En tout cas, le résultat de cette expérience est qu'effectivement les RSS viennent très vite à manquer, mais que j'en ai trop, il va falloir que je fasse le ménage : par exemple, les flux qui génèrent trop de billets (plusieurs par jour), ou bien, trop loin de mes préoccupations.

En parallèle, Google arrête le développement de certains de leurs services (Notebook, vidéo, jaiku, ...). Ces services n'évolueront plus, et certainement à termes disparaitront (un Web qui n'évolue plus meurt dixit votre serviteur).

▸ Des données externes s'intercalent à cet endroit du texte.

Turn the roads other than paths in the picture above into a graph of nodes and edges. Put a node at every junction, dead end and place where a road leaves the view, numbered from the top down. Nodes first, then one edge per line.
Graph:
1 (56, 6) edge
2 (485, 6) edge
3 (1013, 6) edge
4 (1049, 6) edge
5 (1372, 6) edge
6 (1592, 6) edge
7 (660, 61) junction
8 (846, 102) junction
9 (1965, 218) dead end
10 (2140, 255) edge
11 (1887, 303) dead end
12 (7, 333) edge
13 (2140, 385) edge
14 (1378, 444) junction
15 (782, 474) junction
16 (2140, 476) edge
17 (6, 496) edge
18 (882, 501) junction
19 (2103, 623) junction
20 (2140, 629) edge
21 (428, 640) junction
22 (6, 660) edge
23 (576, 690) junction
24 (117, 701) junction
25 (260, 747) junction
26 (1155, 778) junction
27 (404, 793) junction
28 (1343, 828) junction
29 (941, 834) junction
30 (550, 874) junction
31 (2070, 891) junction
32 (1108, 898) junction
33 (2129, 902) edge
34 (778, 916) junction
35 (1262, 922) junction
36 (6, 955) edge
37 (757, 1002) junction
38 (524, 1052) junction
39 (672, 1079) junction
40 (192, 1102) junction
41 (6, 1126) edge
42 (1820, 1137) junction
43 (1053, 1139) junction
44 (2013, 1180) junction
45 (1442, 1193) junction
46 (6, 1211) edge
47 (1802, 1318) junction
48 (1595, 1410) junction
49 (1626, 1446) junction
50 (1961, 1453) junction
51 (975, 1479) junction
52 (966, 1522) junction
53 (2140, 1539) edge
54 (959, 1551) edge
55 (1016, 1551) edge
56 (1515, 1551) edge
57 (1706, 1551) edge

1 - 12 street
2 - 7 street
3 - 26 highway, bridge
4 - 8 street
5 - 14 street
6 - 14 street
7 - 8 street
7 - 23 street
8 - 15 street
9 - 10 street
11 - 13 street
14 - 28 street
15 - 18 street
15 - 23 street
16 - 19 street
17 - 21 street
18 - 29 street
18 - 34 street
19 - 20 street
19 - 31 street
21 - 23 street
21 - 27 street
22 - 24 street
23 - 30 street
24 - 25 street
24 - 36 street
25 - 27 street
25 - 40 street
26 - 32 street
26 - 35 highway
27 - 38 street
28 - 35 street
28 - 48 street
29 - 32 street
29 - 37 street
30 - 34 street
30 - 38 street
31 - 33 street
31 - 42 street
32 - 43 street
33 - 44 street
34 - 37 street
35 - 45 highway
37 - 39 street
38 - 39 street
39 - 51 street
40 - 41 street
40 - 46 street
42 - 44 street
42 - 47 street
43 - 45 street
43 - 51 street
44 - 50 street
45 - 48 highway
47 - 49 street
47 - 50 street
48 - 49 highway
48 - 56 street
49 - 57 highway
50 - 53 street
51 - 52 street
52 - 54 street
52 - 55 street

Alors que penser de ce type de décision, mis à part qu'il va falloir sérieusement penser à sauver au format OPML la liste de ses abonnements Google Reader, ou bien pour Blogger, penser à une alternative, juste au cas où. Services gratuits oui, mais pérennes ? le gratuit ne devrait pas tout de même engager une responsabilité de la part de Google ? qui nous dit que Google ne va pas étendre l'arrêt à d'autres services : Googles docs, GR, et j'en passe.

Sans jouer l'alarmiste, cela reste inquiétant malgré tout.